Provided data:

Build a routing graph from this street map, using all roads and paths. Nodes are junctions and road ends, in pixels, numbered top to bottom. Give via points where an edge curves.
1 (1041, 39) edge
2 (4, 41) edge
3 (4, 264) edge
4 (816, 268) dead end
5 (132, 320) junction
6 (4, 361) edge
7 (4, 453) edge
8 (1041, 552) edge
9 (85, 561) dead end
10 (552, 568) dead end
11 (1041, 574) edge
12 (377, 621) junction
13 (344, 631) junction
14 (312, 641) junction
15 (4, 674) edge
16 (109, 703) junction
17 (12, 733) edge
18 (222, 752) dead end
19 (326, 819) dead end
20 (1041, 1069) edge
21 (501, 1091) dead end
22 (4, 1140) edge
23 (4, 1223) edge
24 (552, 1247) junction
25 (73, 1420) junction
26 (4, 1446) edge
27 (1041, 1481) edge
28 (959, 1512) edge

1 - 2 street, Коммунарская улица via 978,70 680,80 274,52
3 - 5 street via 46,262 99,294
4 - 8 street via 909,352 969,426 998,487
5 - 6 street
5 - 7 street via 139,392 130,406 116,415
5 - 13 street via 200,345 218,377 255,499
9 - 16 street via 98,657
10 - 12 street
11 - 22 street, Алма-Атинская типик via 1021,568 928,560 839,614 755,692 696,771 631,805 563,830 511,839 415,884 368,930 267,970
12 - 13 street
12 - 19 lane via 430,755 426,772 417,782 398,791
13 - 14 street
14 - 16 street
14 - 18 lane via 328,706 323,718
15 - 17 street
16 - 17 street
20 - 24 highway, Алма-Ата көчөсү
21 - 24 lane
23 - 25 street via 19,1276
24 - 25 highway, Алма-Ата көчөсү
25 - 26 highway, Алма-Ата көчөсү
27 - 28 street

What is needed:
Having read the records above, reproduce each one exactly.

Answer to the problem:
Build a routing graph from this street map, using all roads and paths. Nodes are junctions and road ends, in pixels, numbered top to bottom. Give via points where an edge curves.
1 (1041, 39) edge
2 (4, 41) edge
3 (4, 264) edge
4 (816, 268) dead end
5 (132, 320) junction
6 (4, 361) edge
7 (4, 453) edge
8 (1041, 552) edge
9 (85, 561) dead end
10 (552, 568) dead end
11 (1041, 574) edge
12 (377, 621) junction
13 (344, 631) junction
14 (312, 641) junction
15 (4, 674) edge
16 (109, 703) junction
17 (12, 733) edge
18 (222, 752) dead end
19 (326, 819) dead end
20 (1041, 1069) edge
21 (501, 1091) dead end
22 (4, 1140) edge
23 (4, 1223) edge
24 (552, 1247) junction
25 (73, 1420) junction
26 (4, 1446) edge
27 (1041, 1481) edge
28 (959, 1512) edge

1 - 2 street, Коммунарская улица via 978,70 680,80 274,52
3 - 5 street via 46,262 99,294
4 - 8 street via 909,352 969,426 998,487
5 - 6 street
5 - 7 street via 139,392 130,406 116,415
5 - 13 street via 200,345 218,377 255,499
9 - 16 street via 98,657
10 - 12 street
11 - 22 street, Алма-Атинская типик via 1021,568 928,560 839,614 755,692 696,771 631,805 563,830 511,839 415,884 368,930 267,970
12 - 13 street
12 - 19 lane via 430,755 426,772 417,782 398,791
13 - 14 street
14 - 16 street
14 - 18 lane via 328,706 323,718
15 - 17 street
16 - 17 street
20 - 24 highway, Алма-Ата көчөсү
21 - 24 lane
23 - 25 street via 19,1276
24 - 25 highway, Алма-Ата көчөсү
25 - 26 highway, Алма-Ата көчөсү
27 - 28 street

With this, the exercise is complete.